This is an automated email from the ASF dual-hosted git repository.
agrove pushed a commit to branch master
in repository https://gitbox.apache.org/repos/asf/arrow-datafusion.git
The following commit(s) were added to refs/heads/master by this push:
new 62b0349 Remove hard-coded PartitionMode from Ballista serde (#637)
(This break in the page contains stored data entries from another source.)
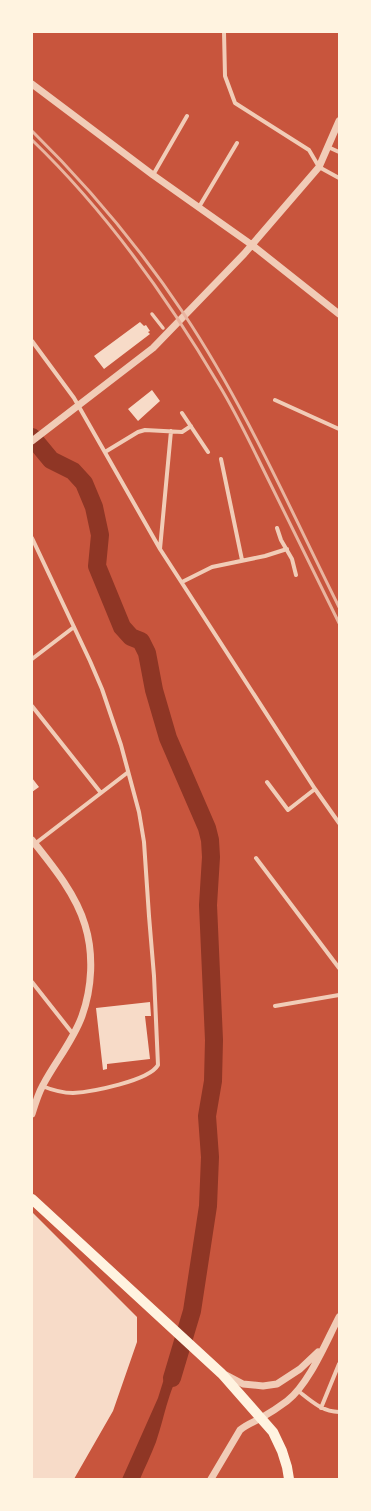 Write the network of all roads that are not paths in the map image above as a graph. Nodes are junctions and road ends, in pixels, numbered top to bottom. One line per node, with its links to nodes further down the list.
1 (224, 32): 8 (street)
2 (32, 84): 9 (street)
3 (187, 116): 9 (street)
4 (339, 121): 6 (street)
5 (237, 143): 11 (street)
6 (328, 147): 7 (street); 8 (street)
7 (339, 152)
8 (318, 167): 10 (street); 12 (street)
9 (153, 175): 11 (street)
10 (339, 178)
11 (198, 208): 12 (street)
12 (252, 245): 14 (street); 18 (street)
13 (152, 314): 15 (street)
14 (339, 314)
15 (163, 328)
16 (32, 341): 18 (street)
17 (274, 400): 21 (street)
18 (78, 406): 23 (street); 24 (street)
19 (182, 413): 20 (street)
20 (191, 426): 22 (street); 25 (street)
21 (339, 429)
22 (170, 431): 24 (street); 29 (street)
23 (32, 441)
24 (105, 452): 29 (street)
25 (208, 452)
26 (221, 459): 31 (street)
27 (276, 528): 30 (street)
28 (32, 538): 34 (street)
29 (160, 549): 33 (street)
30 (287, 549): 31 (street); 32 (street)
31 (242, 560): 33 (street)
32 (296, 575)
33 (182, 582): 39 (street)
34 (74, 627): 35 (street); 37 (street)
35 (32, 659)
36 (32, 706): 40 (street)
37 (127, 773): 40 (street); 49 (street)
38 (267, 782): 39 (street)
39 (315, 789): 41 (street)
40 (101, 793): 42 (street)
41 (339, 823)
42 (33, 844): 48 (street)
43 (256, 858): 44 (street)
44 (339, 968)
45 (32, 982): 48 (street)
46 (339, 995): 47 (street)
47 (275, 1006)
48 (73, 1034): 49 (street)
49 (42, 1086): 50 (street)
50 (32, 1114)
51 (32, 1199): 55 (main road)
52 (339, 1317): 53 (street)
53 (322, 1348): 55 (street); 56 (street)
54 (339, 1364): 57 (street)
55 (222, 1374): 59 (main road)
56 (296, 1390): 57 (street); 59 (street)
57 (321, 1408): 58 (street)
58 (339, 1412)
59 (261, 1418): 60 (street); 61 (main road)
60 (211, 1479)
61 (288, 1479)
62b0349 is described below
commit 62b03493e3dd02814af3e10aac839c2ef4e89f55
Author: Andy Grove <[email protected]>
AuthorDate: Mon Jun 28 08:19:47 2021 -0600
Remove hard-coded PartitionMode from Ballista serde (#637)
---
ballista/rust/core/proto/ballista.proto | 7 ++++-
.../core/src/serde/physical_plan/from_proto.rs | 14 +++++++++-
ballista/rust/core/src/serde/physical_plan/mod.rs | 30 +++++++++++++++++-----
.../rust/core/src/serde/physical_plan/to_proto.rs | 7 ++++-
datafusion/src/physical_plan/hash_join.rs | 5 ++++
5 files changed, 53 insertions(+), 10 deletions(-)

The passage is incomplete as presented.